** Opening Supplied material block **
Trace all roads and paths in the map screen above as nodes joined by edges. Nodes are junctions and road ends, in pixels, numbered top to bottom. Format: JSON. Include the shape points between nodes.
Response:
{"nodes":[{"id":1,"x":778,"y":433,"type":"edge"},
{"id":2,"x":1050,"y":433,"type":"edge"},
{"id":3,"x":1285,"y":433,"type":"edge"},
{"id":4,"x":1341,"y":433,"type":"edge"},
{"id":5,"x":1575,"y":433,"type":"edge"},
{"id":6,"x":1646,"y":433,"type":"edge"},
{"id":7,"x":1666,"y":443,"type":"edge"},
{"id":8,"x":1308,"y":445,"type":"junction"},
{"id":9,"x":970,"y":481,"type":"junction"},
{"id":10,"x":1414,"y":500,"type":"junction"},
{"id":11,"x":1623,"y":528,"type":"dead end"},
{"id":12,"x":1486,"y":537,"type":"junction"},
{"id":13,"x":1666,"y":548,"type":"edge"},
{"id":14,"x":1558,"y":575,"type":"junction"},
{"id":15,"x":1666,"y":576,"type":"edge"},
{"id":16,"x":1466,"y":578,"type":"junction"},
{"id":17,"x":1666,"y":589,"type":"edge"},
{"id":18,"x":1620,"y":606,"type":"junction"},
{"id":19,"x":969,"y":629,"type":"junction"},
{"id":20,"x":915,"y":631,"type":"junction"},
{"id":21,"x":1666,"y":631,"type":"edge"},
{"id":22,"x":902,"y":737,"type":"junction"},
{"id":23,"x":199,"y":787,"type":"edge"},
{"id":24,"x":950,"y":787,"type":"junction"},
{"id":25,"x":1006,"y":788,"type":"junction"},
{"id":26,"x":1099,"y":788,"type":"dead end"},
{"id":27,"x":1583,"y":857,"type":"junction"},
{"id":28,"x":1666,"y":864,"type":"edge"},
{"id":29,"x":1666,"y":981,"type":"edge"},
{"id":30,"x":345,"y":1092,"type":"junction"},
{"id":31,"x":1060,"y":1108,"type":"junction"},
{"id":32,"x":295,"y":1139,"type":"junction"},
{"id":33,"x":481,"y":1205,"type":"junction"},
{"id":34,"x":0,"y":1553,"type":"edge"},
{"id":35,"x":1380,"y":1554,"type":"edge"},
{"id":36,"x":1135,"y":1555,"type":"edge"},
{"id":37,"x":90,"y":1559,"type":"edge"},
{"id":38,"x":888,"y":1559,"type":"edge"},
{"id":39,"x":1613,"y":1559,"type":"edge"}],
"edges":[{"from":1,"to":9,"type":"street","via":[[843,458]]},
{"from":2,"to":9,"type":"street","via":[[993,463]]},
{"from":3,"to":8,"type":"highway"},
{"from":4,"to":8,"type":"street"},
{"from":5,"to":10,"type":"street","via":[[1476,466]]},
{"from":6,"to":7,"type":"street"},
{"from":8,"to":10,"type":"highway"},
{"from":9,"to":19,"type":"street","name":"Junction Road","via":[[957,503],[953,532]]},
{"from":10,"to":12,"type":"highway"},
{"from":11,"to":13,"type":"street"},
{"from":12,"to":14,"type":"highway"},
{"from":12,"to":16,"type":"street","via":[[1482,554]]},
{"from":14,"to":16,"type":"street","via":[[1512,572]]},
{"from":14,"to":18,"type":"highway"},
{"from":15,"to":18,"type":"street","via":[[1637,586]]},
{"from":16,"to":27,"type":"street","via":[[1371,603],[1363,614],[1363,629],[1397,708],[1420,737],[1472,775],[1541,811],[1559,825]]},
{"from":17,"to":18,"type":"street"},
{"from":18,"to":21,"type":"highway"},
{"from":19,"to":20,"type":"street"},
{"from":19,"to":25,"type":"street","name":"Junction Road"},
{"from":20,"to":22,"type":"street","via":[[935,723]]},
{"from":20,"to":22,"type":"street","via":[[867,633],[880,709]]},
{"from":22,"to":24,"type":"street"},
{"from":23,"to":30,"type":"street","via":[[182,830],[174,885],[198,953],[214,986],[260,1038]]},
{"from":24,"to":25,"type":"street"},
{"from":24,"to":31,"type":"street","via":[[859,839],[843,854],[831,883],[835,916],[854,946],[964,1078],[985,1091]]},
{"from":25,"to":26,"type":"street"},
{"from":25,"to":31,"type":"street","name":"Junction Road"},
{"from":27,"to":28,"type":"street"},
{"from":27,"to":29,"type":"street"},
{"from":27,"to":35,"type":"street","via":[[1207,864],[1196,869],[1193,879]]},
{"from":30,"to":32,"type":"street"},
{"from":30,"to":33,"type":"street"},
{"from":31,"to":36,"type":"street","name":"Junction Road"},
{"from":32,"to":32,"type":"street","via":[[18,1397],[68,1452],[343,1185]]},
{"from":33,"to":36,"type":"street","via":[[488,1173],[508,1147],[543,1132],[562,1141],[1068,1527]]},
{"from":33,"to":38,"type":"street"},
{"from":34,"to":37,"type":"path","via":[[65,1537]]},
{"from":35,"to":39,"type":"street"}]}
** Closing Supplied material block **
What this task involves: What is needed is a word-for-word copy of all the material.

Result for this task:
Trace all roads and paths in the map screen above as nodes joined by edges. Nodes are junctions and road ends, in pixels, numbered top to bottom. Format: JSON. Include the shape points between nodes.
Response:
{"nodes":[{"id":1,"x":778,"y":433,"type":"edge"},
{"id":2,"x":1050,"y":433,"type":"edge"},
{"id":3,"x":1285,"y":433,"type":"edge"},
{"id":4,"x":1341,"y":433,"type":"edge"},
{"id":5,"x":1575,"y":433,"type":"edge"},
{"id":6,"x":1646,"y":433,"type":"edge"},
{"id":7,"x":1666,"y":443,"type":"edge"},
{"id":8,"x":1308,"y":445,"type":"junction"},
{"id":9,"x":970,"y":481,"type":"junction"},
{"id":10,"x":1414,"y":500,"type":"junction"},
{"id":11,"x":1623,"y":528,"type":"dead end"},
{"id":12,"x":1486,"y":537,"type":"junction"},
{"id":13,"x":1666,"y":548,"type":"edge"},
{"id":14,"x":1558,"y":575,"type":"junction"},
{"id":15,"x":1666,"y":576,"type":"edge"},
{"id":16,"x":1466,"y":578,"type":"junction"},
{"id":17,"x":1666,"y":589,"type":"edge"},
{"id":18,"x":1620,"y":606,"type":"junction"},
{"id":19,"x":969,"y":629,"type":"junction"},
{"id":20,"x":915,"y":631,"type":"junction"},
{"id":21,"x":1666,"y":631,"type":"edge"},
{"id":22,"x":902,"y":737,"type":"junction"},
{"id":23,"x":199,"y":787,"type":"edge"},
{"id":24,"x":950,"y":787,"type":"junction"},
{"id":25,"x":1006,"y":788,"type":"junction"},
{"id":26,"x":1099,"y":788,"type":"dead end"},
{"id":27,"x":1583,"y":857,"type":"junction"},
{"id":28,"x":1666,"y":864,"type":"edge"},
{"id":29,"x":1666,"y":981,"type":"edge"},
{"id":30,"x":345,"y":1092,"type":"junction"},
{"id":31,"x":1060,"y":1108,"type":"junction"},
{"id":32,"x":295,"y":1139,"type":"junction"},
{"id":33,"x":481,"y":1205,"type":"junction"},
{"id":34,"x":0,"y":1553,"type":"edge"},
{"id":35,"x":1380,"y":1554,"type":"edge"},
{"id":36,"x":1135,"y":1555,"type":"edge"},
{"id":37,"x":90,"y":1559,"type":"edge"},
{"id":38,"x":888,"y":1559,"type":"edge"},
{"id":39,"x":1613,"y":1559,"type":"edge"}],
"edges":[{"from":1,"to":9,"type":"street","via":[[843,458]]},
{"from":2,"to":9,"type":"street","via":[[993,463]]},
{"from":3,"to":8,"type":"highway"},
{"from":4,"to":8,"type":"street"},
{"from":5,"to":10,"type":"street","via":[[1476,466]]},
{"from":6,"to":7,"type":"street"},
{"from":8,"to":10,"type":"highway"},
{"from":9,"to":19,"type":"street","name":"Junction Road","via":[[957,503],[953,532]]},
{"from":10,"to":12,"type":"highway"},
{"from":11,"to":13,"type":"street"},
{"from":12,"to":14,"type":"highway"},
{"from":12,"to":16,"type":"street","via":[[1482,554]]},
{"from":14,"to":16,"type":"street","via":[[1512,572]]},
{"from":14,"to":18,"type":"highway"},
{"from":15,"to":18,"type":"street","via":[[1637,586]]},
{"from":16,"to":27,"type":"street","via":[[1371,603],[1363,614],[1363,629],[1397,708],[1420,737],[1472,775],[1541,811],[1559,825]]},
{"from":17,"to":18,"type":"street"},
{"from":18,"to":21,"type":"highway"},
{"from":19,"to":20,"type":"street"},
{"from":19,"to":25,"type":"street","name":"Junction Road"},
{"from":20,"to":22,"type":"street","via":[[935,723]]},
{"from":20,"to":22,"type":"street","via":[[867,633],[880,709]]},
{"from":22,"to":24,"type":"street"},
{"from":23,"to":30,"type":"street","via":[[182,830],[174,885],[198,953],[214,986],[260,1038]]},
{"from":24,"to":25,"type":"street"},
{"from":24,"to":31,"type":"street","via":[[859,839],[843,854],[831,883],[835,916],[854,946],[964,1078],[985,1091]]},
{"from":25,"to":26,"type":"street"},
{"from":25,"to":31,"type":"street","name":"Junction Road"},
{"from":27,"to":28,"type":"street"},
{"from":27,"to":29,"type":"street"},
{"from":27,"to":35,"type":"street","via":[[1207,864],[1196,869],[1193,879]]},
{"from":30,"to":32,"type":"street"},
{"from":30,"to":33,"type":"street"},
{"from":31,"to":36,"type":"street","name":"Junction Road"},
{"from":32,"to":32,"type":"street","via":[[18,1397],[68,1452],[343,1185]]},
{"from":33,"to":36,"type":"street","via":[[488,1173],[508,1147],[543,1132],[562,1141],[1068,1527]]},
{"from":33,"to":38,"type":"street"},
{"from":34,"to":37,"type":"path","via":[[65,1537]]},
{"from":35,"to":39,"type":"street"}]}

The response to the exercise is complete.